• How to complete this task: Scan the entries below for the string "rect" and copy every line where it turns up.

(Records contained in a dataset)
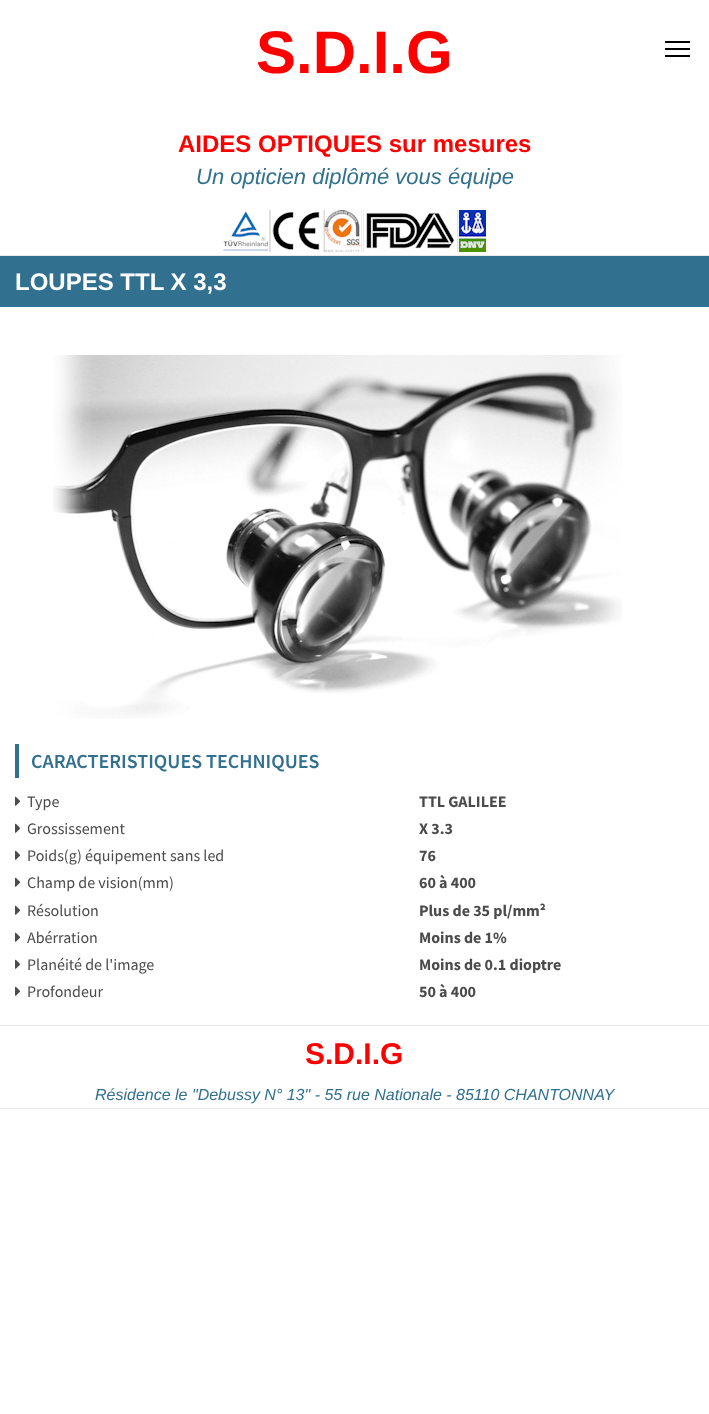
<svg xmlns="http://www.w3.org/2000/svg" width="709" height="1414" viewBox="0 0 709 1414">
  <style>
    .t1 { font: bold 60px Liberation Sans; fill: #f00; }
    .t2 { font: bold 24px Liberation Sans; fill: #f00; }
    .t3 { font: italic 22px Liberation Sans; fill: #31708f; }
    .t4 { font: bold 24px Liberation Sans; fill: #fff; }
    .t5 { font: 600 20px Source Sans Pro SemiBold; fill: #31708f; }
    .t6 { font: 16px Source Sans Pro; fill: #4c4b4b; }
    .t7 { font: bold 16px Source Sans Pro; fill: #4c4b4b; }
    .t8 { font: bold 30px Liberation Sans; fill: #f00; }
    .t9 { font: italic 16px Liberation Sans; fill: #31708f; }
  </style>
  <rect width="100%" height="100%" fill="#fff"/>
  <rect x="0" y="255" width="709" height="1" fill="#e8e8e8"/>
  <text x="256" y="73" class="t1">S.D.I.G</text>
  <text x="178" y="152" class="t2">AIDES OPTIQUES sur mesures</text>
  <text x="196" y="184" class="t3">Un opticien diplômé vous équipe</text>
  <image x="223" y="210" width="263" height="42" href="images/1.png"/>
  <rect x="665" y="48" width="25" height="2" fill="#000"/>
  <rect x="665" y="41" width="25" height="2" fill="#000"/>
  <rect x="665" y="55" width="25" height="2" fill="#000"/>
  <rect x="0" y="256" width="709" height="51" fill="#31708f"/>
  <text x="15" y="290" class="t4">LOUPES TTL X 3,3</text>
  <image x="53" y="355" width="569" height="364" href="images/2.png"/>
  <rect x="15" y="744" width="4" height="34" fill="#31708f"/>
  <text x="31" y="768" class="t5">CARACTERISTIQUES TECHNIQUES</text>
  <image x="15" y="796" width="6" height="10" href="images/3.png"/>
  <text x="27" y="807" class="t6">Type</text>
  <text x="419" y="807" class="t7">TTL GALILEE</text>
  <image x="15" y="823" width="6" height="10" href="images/3.png"/>
  <text x="27" y="834" class="t6">Grossissement</text>
  <text x="419" y="834" class="t7">X 3.3</text>
  <image x="15" y="850" width="6" height="10" href="images/3.png"/>
  <text x="27" y="861" class="t6">Poids(g) équipement sans led</text>
  <text x="419" y="861" class="t7">76</text>
  <image x="15" y="877" width="6" height="10" href="images/3.png"/>
  <text x="27" y="888" class="t6">Champ de vision(mm)</text>
  <text x="419" y="888" class="t7">60 à 400</text>
  <image x="15" y="905" width="6" height="10" href="images/3.png"/>
  <text x="27" y="916" class="t6">Résolution</text>
  <text x="419" y="916" class="t7">Plus de 35 pl/mm²</text>
  <image x="15" y="932" width="6" height="10" href="images/3.png"/>
  <text x="27" y="943" class="t6">Abérration</text>
  <text x="419" y="943" class="t7">Moins de 1%</text>
  <image x="15" y="959" width="6" height="10" href="images/3.png"/>
  <text x="27" y="970" class="t6">Planéité de l'image</text>
  <text x="419" y="970" class="t7">Moins de 0.1 dioptre</text>
  <image x="15" y="986" width="6" height="10" href="images/3.png"/>
  <text x="27" y="997" class="t6">Profondeur</text>
  <text x="419" y="997" class="t7">50 à 400</text>
  <rect x="0" y="1025" width="709" height="1" fill="#e8e8e8"/>
  <rect x="0" y="1108" width="709" height="1" fill="#e8e8e8"/>
  <text x="305" y="1064" class="t8">S.D.I.G</text>
  <text x="95" y="1100" class="t9">Résidence le "Debussy N° 13" - 55 rue Nationale - 85110 CHANTONNAY</text>
</svg>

• Response to the task:
  <rect width="100%" height="100%" fill="#fff"/>
  <rect x="0" y="255" width="709" height="1" fill="#e8e8e8"/>
  <rect x="665" y="48" width="25" height="2" fill="#000"/>
  <rect x="665" y="41" width="25" height="2" fill="#000"/>
  <rect x="665" y="55" width="25" height="2" fill="#000"/>
  <rect x="0" y="256" width="709" height="51" fill="#31708f"/>
  <rect x="15" y="744" width="4" height="34" fill="#31708f"/>
  <rect x="0" y="1025" width="709" height="1" fill="#e8e8e8"/>
  <rect x="0" y="1108" width="709" height="1" fill="#e8e8e8"/>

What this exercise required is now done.